La duda que me asalta es si la Iglesia católica lleva a la práctica este planteamiento. En España ciertamente no, como demuestran las constantes injerencias de la jerarquía, que se comporta como si fuera el cuarto poder. En el Vaticano, tampoco. En un discurso dirigido a los obispos españoles de visita ad limina en Roma, el Papa atacó al gobierno socialista por paralizar el Plan Hidrológico Nacional. Hay cardenales de la Curia que intervienen constantemente en la política española con descalificaciones contra el Ejecutivo y el Legislativo. ¡Mayor incoherencia con la encíclica, imposible!

2. La encíclica defiende la compatibilidad entre el amor erótico y el amor a Dios, tras siglos de demonización del primero. Para ello cita el Cantar de los Cantares, que entiende como cantos de amor para una fiesta nupcial con exaltación del amor conyugal, y al Pseudo Dionisio Areopagita, que llama a Dios eros y ágape, y critica a Nietzsche por decir que el cristianismo convierte el eros en vicio. Sin embargo, a medida que avanza la argumentación, la compatibilidad primera se torna en su contraria y las respuestas a quienes consideran el cristianismo como adversario de la corporeidad vienen a dar la razón a los críticos como Nietzsche. Para muestra sirva este botón: "El eros necesita disciplina y purificación, para dar al hombre, no el placer del instante, sino un modo de hacerle pregustar en cierta manera lo más alto de su existencia, esa felicidad a la que tiende todo ser... El eros quiere remontarnos en éxtasis a lo divino, llevarnos más allá de nosotros mismos, pero precisamente por eso necesita seguir un camino de ascesis, renuncia, purificación y recuperación" (nn. 4 y 5).

¿Dónde queda entonces el eros? Vuelve a ser demonizado. A su vez, la compatibilidad entre amor humano y Dios viene desmentida en la práctica por el propio papa, quien sigue prohibiendo a los sacerdotes católicos vivir en pareja y considera pecado las relaciones homosexuales.

3. Amor a Dios y amor al prójimo se funden entre sí y son inseparables; constituyen un único mandamiento (nn. 15-19), afirma Benedicto XVI apoyándose en la primera carta de Juan (1Jn 4,20). La fusión de ambos amores constituye un elemento común al judaísmo, cristianismo e islam, religiones que se caracterizan por un monoteísmo ético: en ellas el conocimiento de Dios tiene su traducción en la práctica de la justicia y el amor al prójimo en la opción por los pobres, como ha subrayado la teología de la liberación.
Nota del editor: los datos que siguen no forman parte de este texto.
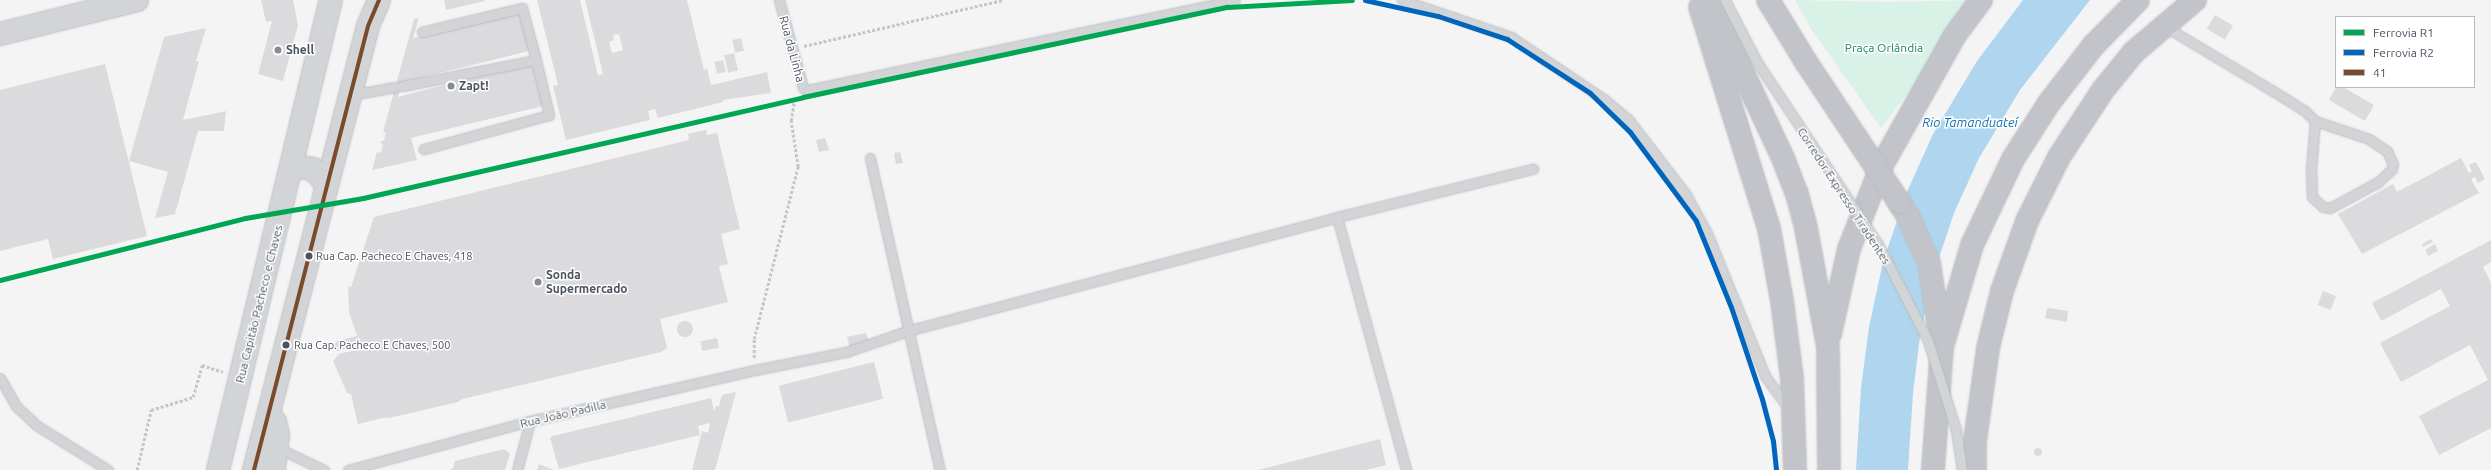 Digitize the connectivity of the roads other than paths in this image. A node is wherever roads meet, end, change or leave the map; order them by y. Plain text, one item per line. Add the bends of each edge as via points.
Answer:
1 (137, 0) edge
2 (331, 0) edge
3 (371, 0) edge
4 (379, 0) edge
5 (779, 0) edge
6 (1235, 0) edge
7 (1402, 0) edge
8 (1698, 0) edge
9 (1709, 0) edge
10 (1725, 0) edge
11 (1768, 0) edge
12 (1981, 0) edge
13 (2138, 0) edge
14 (2195, 0) edge
15 (2163, 25) junction
16 (368, 26) junction
17 (422, 32) dead end
18 (0, 34) edge
19 (536, 60) junction
20 (351, 95) junction
21 (2315, 121) junction
22 (424, 149) dead end
23 (870, 158) dead end
24 (292, 166) junction
25 (1533, 169) dead end
26 (327, 185) junction
27 (1337, 217) junction
28 (907, 330) junction
29 (1828, 347) junction
30 (1942, 347) junction
31 (0, 378) edge
32 (269, 413) junction
33 (1793, 414) junction
34 (530, 421) junction
35 (230, 423) junction
36 (224, 444) junction
37 (278, 448) junction
38 (108, 470) edge
39 (203, 470) edge
40 (218, 470) edge
41 (233, 470) edge
42 (254, 470) edge
43 (274, 470) edge
44 (324, 470) edge
45 (348, 470) edge
46 (517, 470) edge
47 (940, 470) edge
48 (1406, 470) edge
49 (1794, 470) edge
50 (1829, 470) edge
51 (1933, 470) edge
52 (1962, 470) edge
53 (1975, 470) edge

1 - 18 main road
2 - 24 main road, Rua Capitão Pacheco e Chaves
3 - 16 main road
4 - 16 main road
5 - 6 lane, Rua da Linha via 803,88 808,90
7 - 33 lane via 1511,37 1605,100 1628,119 1685,193 1707,233 1765,376
8 - 33 highway via 1769,228 1792,378
9 - 29 highway via 1783,158 1797,194 1806,228
10 - 52 lane, Corredor Expresso Tiradentes, bridge via 1757,62 1878,244 1928,341 1956,430
11 - 30 highway, bridge via 1909,218 1928,263
12 - 29 highway via 1955,35 1882,165 1849,249
13 - 30 highway via 2093,46 2049,103 2013,159 1972,245
14 - 15 highway
15 - 21 lane via 2305,111
15 - 53 highway via 2134,52 2099,96 2059,157 2027,221 2002,291 1988,348 1975,441
16 - 20 main road
17 - 19 lane via 522,8
19 - 20 lane
19 - 22 lane via 549,115
20 - 26 main road
21 - 21 lane via 2311,169 2312,197 2323,207 2330,208 2378,182 2392,169 2393,164 2387,151 2369,139
23 - 28 lane
24 - 26 main road via 313,169
24 - 35 main road, Rua Capitão Pacheco e Chaves
25 - 27 lane, Rua João Padilla
26 - 32 main road
27 - 28 lane, Rua João Padilla
27 - 48 lane
28 - 34 lane, Rua João Padilla via 846,352
28 - 47 lane
29 - 50 highway
30 - 51 highway, bridge
31 - 38 lane via 17,407 36,425
32 - 37 main road via 277,429
32 - 42 main road
33 - 49 highway
34 - 45 lane, Rua João Padilla
34 - 46 lane
35 - 36 main road, Rua Capitão Pacheco e Chaves
35 - 41 main road
36 - 39 main road, Rua Capitão Pacheco e Chaves via 212,455
36 - 40 main road, Rua Capitão Pacheco e Chaves
37 - 43 main road
37 - 44 lane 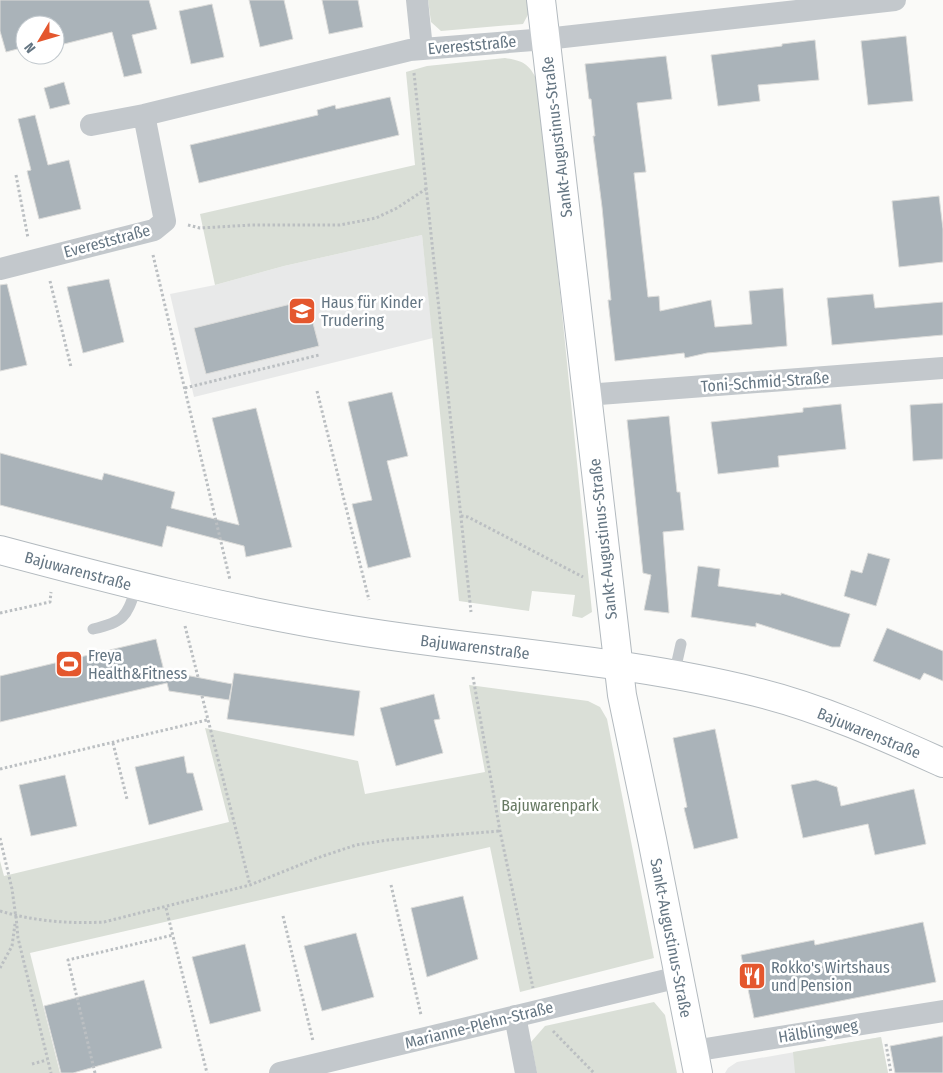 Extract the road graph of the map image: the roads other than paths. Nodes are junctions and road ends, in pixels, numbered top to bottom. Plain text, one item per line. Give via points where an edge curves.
1 (417, 0) edge
2 (541, 0) edge
3 (896, 0) edge
4 (546, 39) junction
5 (416, 50) junction
6 (144, 115) junction
7 (91, 125) dead end
8 (0, 269) edge
9 (943, 368) edge
10 (586, 395) junction
11 (0, 550) edge
12 (137, 586) junction
13 (93, 629) dead end
14 (681, 644) dead end
15 (618, 666) junction
16 (674, 675) junction
17 (943, 763) edge
18 (679, 977) junction
19 (943, 1011) edge
20 (515, 1016) junction
21 (696, 1062) edge
22 (280, 1073) edge
23 (526, 1073) edge

1 - 5 street
2 - 4 street, Sankt-Augustinus-Straße
3 - 4 street, Evereststraße
4 - 5 street, Evereststraße
4 - 10 street, Sankt-Augustinus-Straße
5 - 6 street, Evereststraße
6 - 7 street, Evereststraße
6 - 8 street, Evereststraße via 165,221 154,230
9 - 10 street, Toni-Schmid-Straße
10 - 15 street, Sankt-Augustinus-Straße
11 - 12 street, Bajuwarenstraße
12 - 13 lane via 128,612 114,624
12 - 15 street, Bajuwarenstraße via 351,630
14 - 16 lane
15 - 16 street, Bajuwarenstraße
15 - 18 street, Sankt-Augustinus-Straße
16 - 17 street, Bajuwarenstraße via 760,693 810,709 870,730
18 - 20 street, Marianne-Plehn-Straße
18 - 21 street, Sankt-Augustinus-Straße
19 - 21 street, Hälblingweg
20 - 22 street, Marianne-Plehn-Straße
20 - 23 street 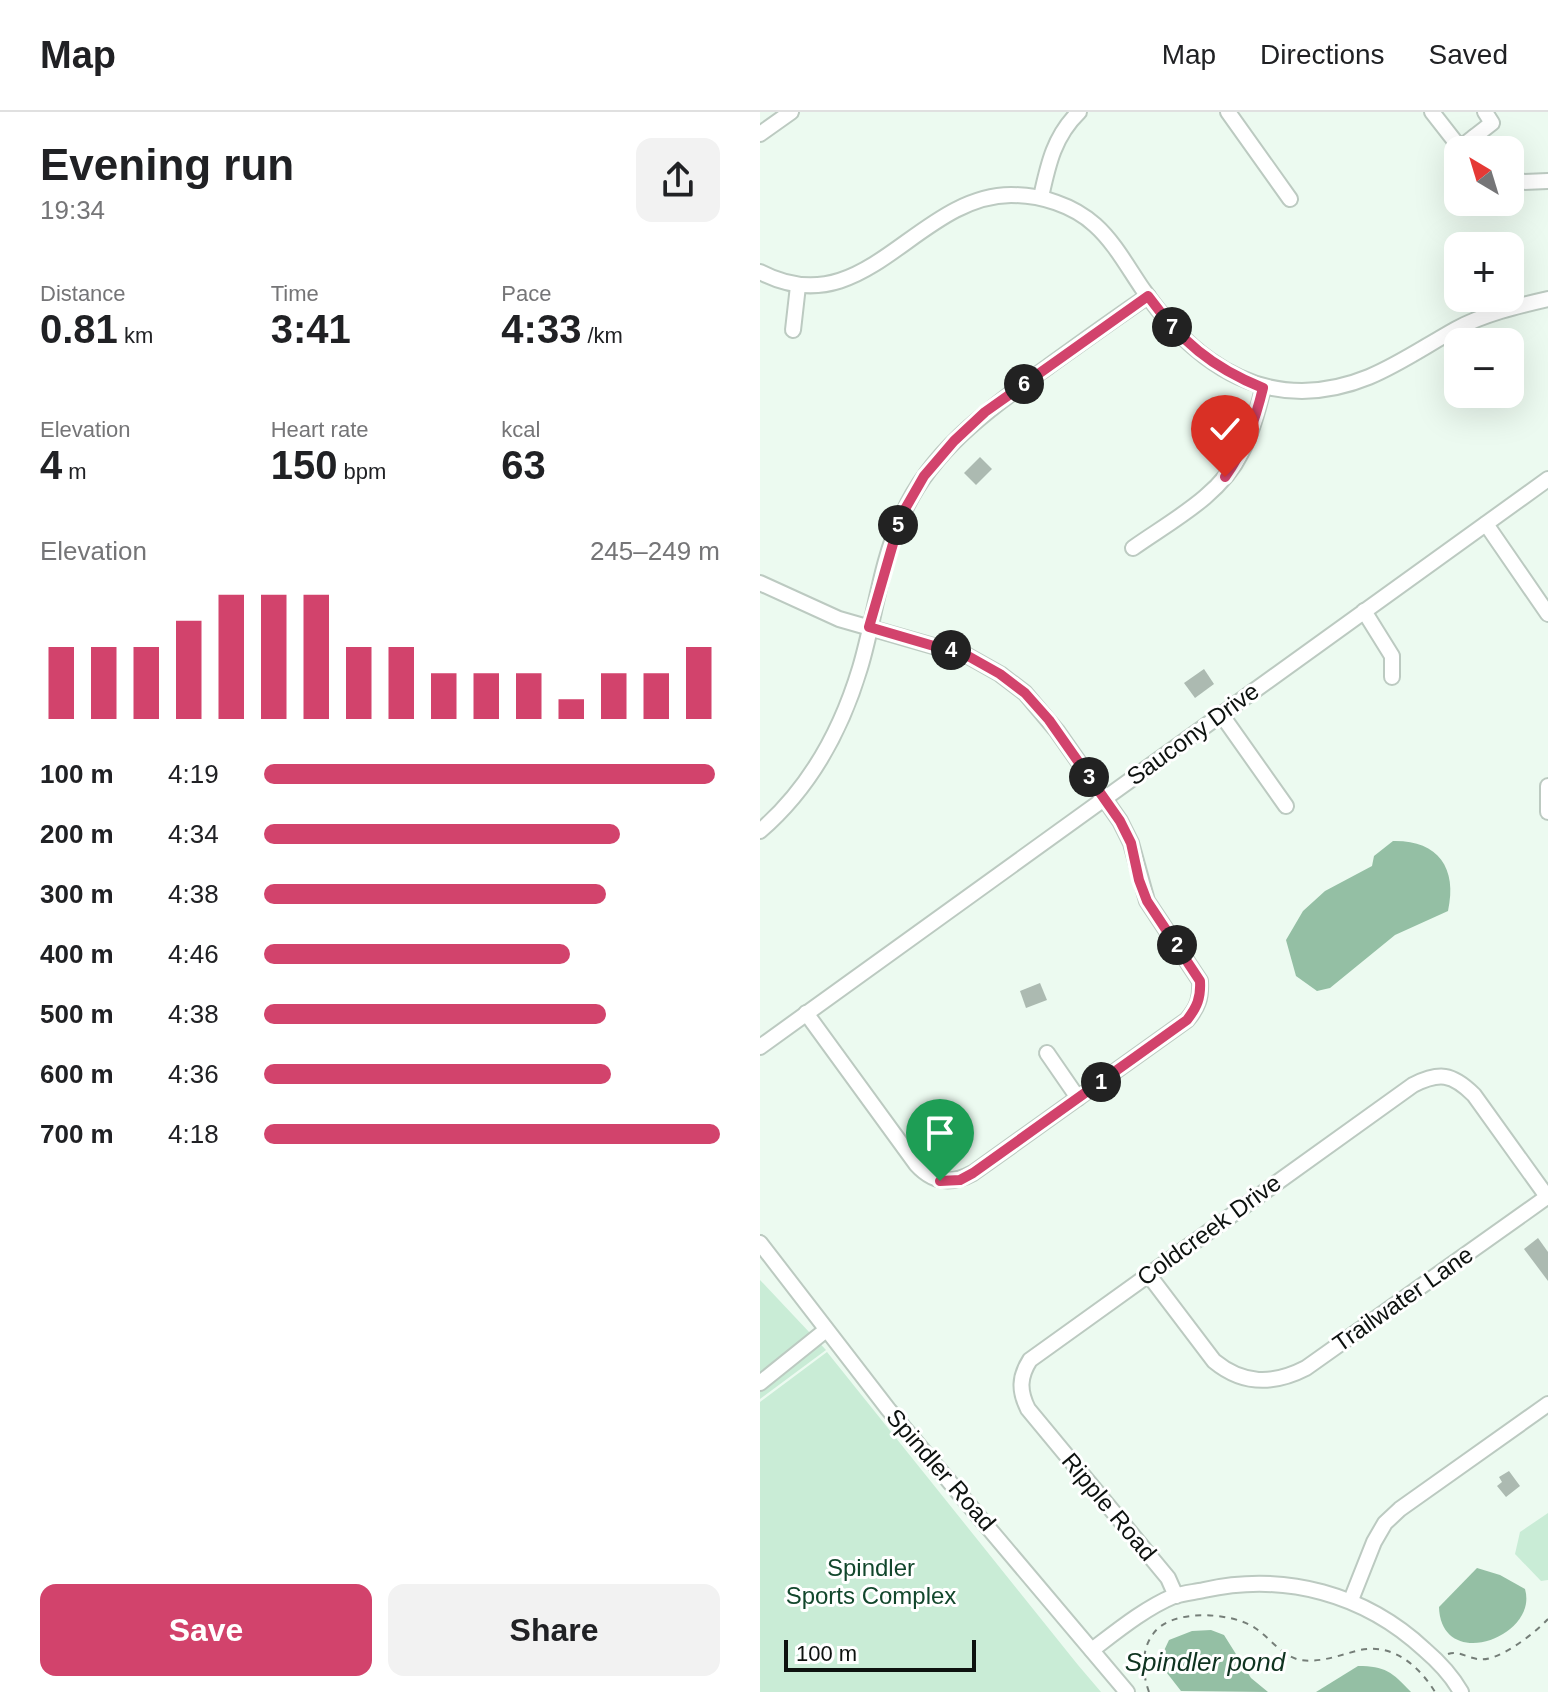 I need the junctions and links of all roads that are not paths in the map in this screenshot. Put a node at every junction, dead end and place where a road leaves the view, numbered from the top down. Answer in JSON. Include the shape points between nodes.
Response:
{"nodes":[{"id":1,"x":791,"y":112,"type":"edge"},
{"id":2,"x":1079,"y":112,"type":"edge"},
{"id":3,"x":1228,"y":112,"type":"edge"},
{"id":4,"x":1432,"y":112,"type":"edge"},
{"id":5,"x":1485,"y":112,"type":"edge"},
{"id":6,"x":760,"y":134,"type":"edge"},
{"id":7,"x":1451,"y":136,"type":"edge"},
{"id":8,"x":1475,"y":136,"type":"edge"},
{"id":9,"x":1548,"y":181,"type":"edge"},
{"id":10,"x":1524,"y":182,"type":"edge"},
{"id":11,"x":1041,"y":197,"type":"junction"},
{"id":12,"x":1290,"y":199,"type":"dead end"},
{"id":13,"x":760,"y":272,"type":"edge"},
{"id":14,"x":798,"y":286,"type":"junction"},
{"id":15,"x":1148,"y":296,"type":"junction"},
{"id":16,"x":1548,"y":299,"type":"edge"},
{"id":17,"x":793,"y":330,"type":"dead end"},
{"id":18,"x":1263,"y":388,"type":"junction"},
{"id":19,"x":1548,"y":479,"type":"edge"},
{"id":20,"x":1486,"y":524,"type":"junction"},
{"id":21,"x":1133,"y":548,"type":"dead end"},
{"id":22,"x":760,"y":583,"type":"edge"},
{"id":23,"x":1364,"y":611,"type":"junction"},
{"id":24,"x":1548,"y":614,"type":"edge"},
{"id":25,"x":869,"y":627,"type":"junction"},
{"id":26,"x":1392,"y":677,"type":"dead end"},
{"id":27,"x":1221,"y":714,"type":"junction"},
{"id":28,"x":1548,"y":786,"type":"edge"},
{"id":29,"x":1104,"y":798,"type":"junction"},
{"id":30,"x":1286,"y":806,"type":"dead end"},
{"id":31,"x":1548,"y":812,"type":"edge"},
{"id":32,"x":760,"y":831,"type":"edge"},
{"id":33,"x":806,"y":1013,"type":"junction"},
{"id":34,"x":760,"y":1047,"type":"edge"},
{"id":35,"x":1047,"y":1053,"type":"dead end"},
{"id":36,"x":1078,"y":1098,"type":"junction"},
{"id":37,"x":1547,"y":1198,"type":"edge"},
{"id":38,"x":760,"y":1243,"type":"edge"},
{"id":39,"x":1148,"y":1274,"type":"junction"},
{"id":40,"x":826,"y":1330,"type":"junction"},
{"id":41,"x":760,"y":1383,"type":"edge"},
{"id":42,"x":1548,"y":1404,"type":"edge"},
{"id":43,"x":1038,"y":1422,"type":"joint"},
{"id":44,"x":1176,"y":1596,"type":"junction"},
{"id":45,"x":1351,"y":1600,"type":"junction"},
{"id":46,"x":1092,"y":1650,"type":"junction"},
{"id":47,"x":1127,"y":1692,"type":"edge"},
{"id":48,"x":1461,"y":1692,"type":"edge"}],
"edges":[{"from":1,"to":6,"type":"street"},
{"from":2,"to":11,"type":"street","via":[[1055,144]]},
{"from":3,"to":12,"type":"street"},
{"from":4,"to":7,"type":"street"},
{"from":5,"to":8,"type":"street","via":[[1492,123]]},
{"from":9,"to":10,"type":"street"},
{"from":11,"to":14,"type":"street","via":[[983,198],[960,206],[861,272],[819,286]]},
{"from":11,"to":15,"type":"street","via":[[1096,225]]},
{"from":13,"to":14,"type":"street"},
{"from":14,"to":17,"type":"street"},
{"from":15,"to":18,"type":"street","via":[[1209,361]]},
{"from":15,"to":25,"type":"street","via":[[985,412],[924,476],[901,516]]},
{"from":16,"to":18,"type":"street","via":[[1483,317],[1381,373],[1344,387]]},
{"from":18,"to":21,"type":"street","via":[[1240,455],[1225,477]]},
{"from":19,"to":20,"type":"street","name":"Saucony Drive"},
{"from":20,"to":23,"type":"street","name":"Saucony Drive"},
{"from":20,"to":24,"type":"street"},
{"from":22,"to":25,"type":"street"},
{"from":23,"to":26,"type":"street","via":[[1392,656]]},
{"from":23,"to":27,"type":"street","name":"Saucony Drive"},
{"from":25,"to":29,"type":"street","via":[[968,656],[1000,674],[1049,720]]},
{"from":25,"to":32,"type":"street","via":[[841,721],[795,797]]},
{"from":27,"to":29,"type":"street","name":"Saucony Drive"},
{"from":27,"to":30,"type":"street"},
{"from":28,"to":31,"type":"street"},
{"from":29,"to":33,"type":"street","name":"Saucony Drive"},
{"from":29,"to":36,"type":"street","via":[[1127,833],[1147,901],[1195,972],[1201,996],[1187,1020]]},
{"from":33,"to":34,"type":"street","name":"Saucony Drive"},
{"from":33,"to":36,"type":"street","via":[[916,1164],[940,1181],[973,1173]]},
{"from":35,"to":36,"type":"street"},
{"from":37,"to":39,"type":"street","name":"Trailwater Lane","via":[[1306,1368],[1280,1380],[1251,1380],[1225,1370]]},
{"from":37,"to":39,"type":"street","name":"Coldcreek Drive","via":[[1474,1095],[1450,1077],[1430,1077]]},
{"from":38,"to":40,"type":"street","name":"Spindler Road"},
{"from":39,"to":43,"type":"street","name":"Coldcreek Drive","via":[[1030,1360],[1023,1371],[1022,1398]]},
{"from":40,"to":41,"type":"street"},
{"from":40,"to":46,"type":"street","name":"Spindler Road"},
{"from":42,"to":45,"type":"street","via":[[1385,1523]]},
{"from":43,"to":44,"type":"street","name":"Ripple Road","via":[[1168,1578]]},
{"from":44,"to":45,"type":"street","via":[[1268,1583]]},
{"from":44,"to":46,"type":"street"},
{"from":45,"to":48,"type":"street","via":[[1408,1633]]},
{"from":46,"to":47,"type":"street","name":"Spindler Road"}]}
La contradicción radica en que la doctrina social de la Iglesia ha condenado el socialismo como mediación social y traducción eficaz de amor al prójimo, y la teología de la liberación, a la que se ha acusado -lo hizo el cardenal Ratzinger en la Instrucción sobre algunos aspectos de la teología de la liberación en 1984- de asumir el marxismo acríticamente, identificar la categoría bíblica de "pobre" con la de "proletariado" y entender la Iglesia popular como "Iglesia de clase".

En esta encíclica Benedicto XVI vuelve a condenar el marxismo, al que define como "filosofía inhumana" (n. 31), e indirectamente a la teología de la liberación, mientras propone la doctrina social de la Iglesia como una indicación fundamental (n. 27). Yo creo, sin embargo, que en encíclicas sociales como Populorum progressio (1966), de Pablo VI, Laborem exercens (1981) y Sollicitudo rei socialis (1987), de Juan Pablo II, hay más convergencias con el socialismo y con la teología de la liberación que las que deja entrever la condena eclesiástica. Como mostraron los diálogos cristiano-marxistas del siglo pasado, marxismo y cristianismo coinciden en el horizonte ético emancipatorio y en su ubicación social del lado de los excluidos.

4. La encíclica se refiere elogiosamente a las organizaciones de voluntariado, pero se olvida de los movimientos sociales, entre ellos los alterglobalizadores, que luchan por "otro mundo posible". Tal opción parece privilegiar una visión asistencial, más que transformadora, del amor cristiano. Algo similar puede deducirse de las referencias a Teresa de Calcuta como modelo insigne de caridad social y ejemplo de armonía entre oración y dedicación eficaz al prójimo (nn. 36 y 40), mientras silencia otros ejemplos de compromiso liberador y de lucha por la justicia como monseñor Helder Cámara y los mártires monseñor Romero e Ignacio Ellacuría.

Benedicto XVI cita instituciones y personalidades cristianas del pasado como ejemplos de caridad para con el prójimo, todas ellas bien elegidas, aunque algunas de tendencia benéfica, y se olvida de iniciativas y personalidades en clave liberadora como las Reducciones del Paraguay y Bartolomé de Las Casas.

Al final, la encíclica se refiere a María, de la que subraya sus gestos caritativos individuales, como atender a su prima Isabel durante su embarazo, y el ser "la sierva del Señor" (n. 44), pero no habla de lo que la define propiamente: su denuncia de los poderosos y su opción por los humillados, como aparece en el canto revolucionario del Magnificat (Lucas 1,46-55), inspirado en textos de la Biblia judía.

5. Una última contradicción todavía. La encíclica habla de la universalidad y de la concreción del amor. Sin embargo, su lectura patriarcal de la Biblia y el uso del lenguaje androcéntrico parecen desmentir dicha universalidad, al menos en la traducción castellana. La exclusión en el lenguaje desemboca en invisibilidad en la vida. En ese sentido, las mujeres son excluidas. La única referencia a ellas tiene lugar cuando comenta el relato patriarcal de la creación de la mujer de una costilla de Adán (n. 11), donde ella aparece como ayuda del varón. No se cita, empero, el relato igualitario de la creación del hombre y de la mujer a imagen de Dios. La encíclica utiliza la palabra "hombre" decenas de veces y el término "Padre" para referirse a Dios. Nada dice, sin embargo, sobre la violencia contra las mujeres, una de las más graves perversiones del amor cristiano. ¿Será un olvido freudiano?

En conclusión, si alguna señal de cambio pudiera transmitir la encíclica a los teólogos y las teólogas, se desvanece con el cese del jesuita Juan Masiá de la Cátedra de Bioética de la Universidad Pontificia de Comillas y la prohibición de su libro Tertulias de bioética. ¿Vuelve Benedicto XVI a su etapa de gran inquisidor?